> Problem details: Filter this data down to the lines that hold "which", and copy them.

*** Data supplied ***

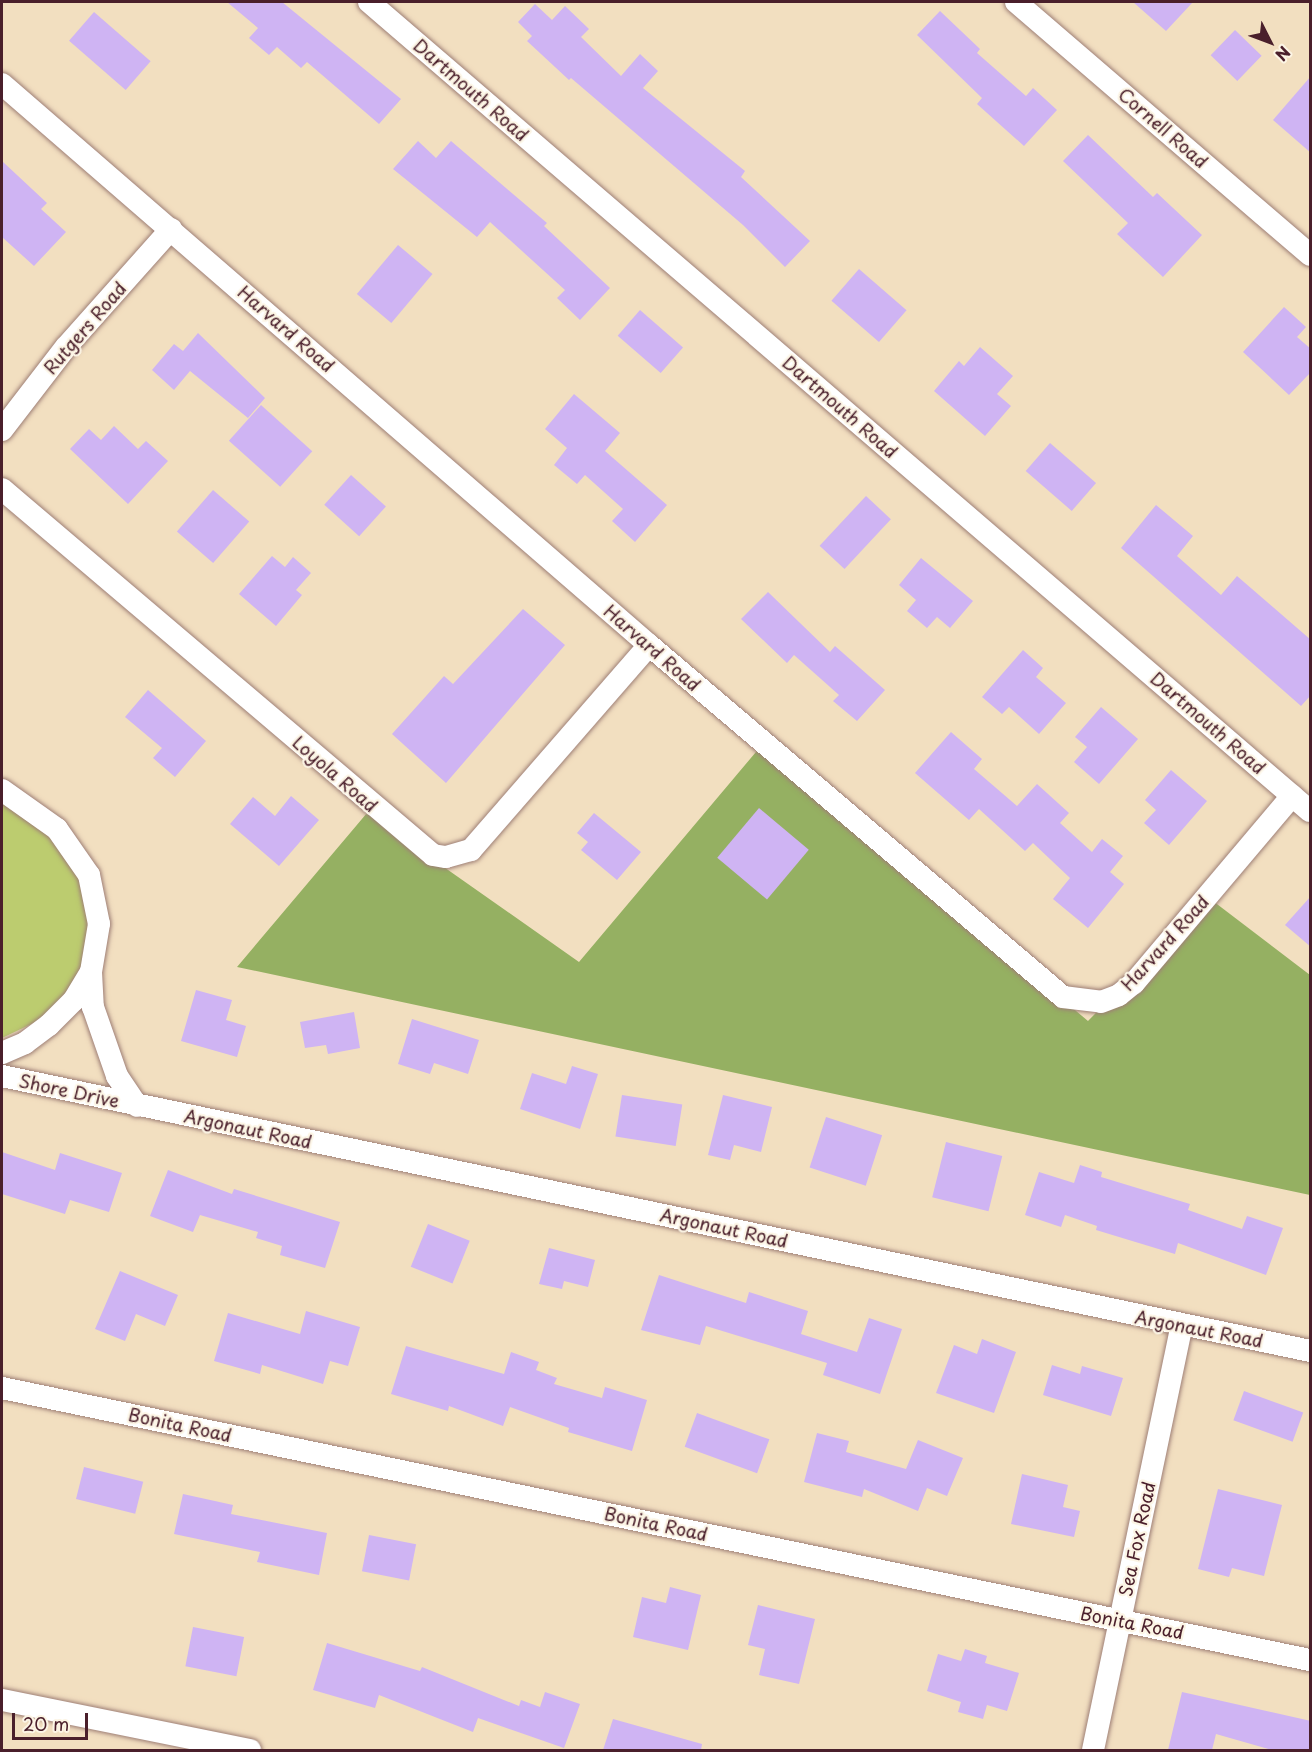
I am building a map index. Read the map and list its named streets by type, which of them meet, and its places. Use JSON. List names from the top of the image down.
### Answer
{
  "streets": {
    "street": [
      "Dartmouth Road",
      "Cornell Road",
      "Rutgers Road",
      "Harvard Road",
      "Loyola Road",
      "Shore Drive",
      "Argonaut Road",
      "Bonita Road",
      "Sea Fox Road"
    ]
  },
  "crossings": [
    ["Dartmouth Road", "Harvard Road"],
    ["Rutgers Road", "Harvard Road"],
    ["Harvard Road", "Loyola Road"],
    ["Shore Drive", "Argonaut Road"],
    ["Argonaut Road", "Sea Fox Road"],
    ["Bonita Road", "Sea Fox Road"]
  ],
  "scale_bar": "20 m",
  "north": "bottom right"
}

*** End of Data supplied ***
*** Data supplied ***

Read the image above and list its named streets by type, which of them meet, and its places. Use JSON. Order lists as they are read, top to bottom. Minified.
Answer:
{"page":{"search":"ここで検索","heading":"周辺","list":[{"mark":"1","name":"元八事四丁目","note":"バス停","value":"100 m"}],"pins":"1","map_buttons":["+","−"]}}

*** End of Data supplied ***

> Response to this exercise:
I am building a map index. Read the map and list its named streets by type, which of them meet, and its places. Use JSON. List names from the top of the image down.
Read the image above and list its named streets by type, which of them meet, and its places. Use JSON. Order lists as they are read, top to bottom. Minified.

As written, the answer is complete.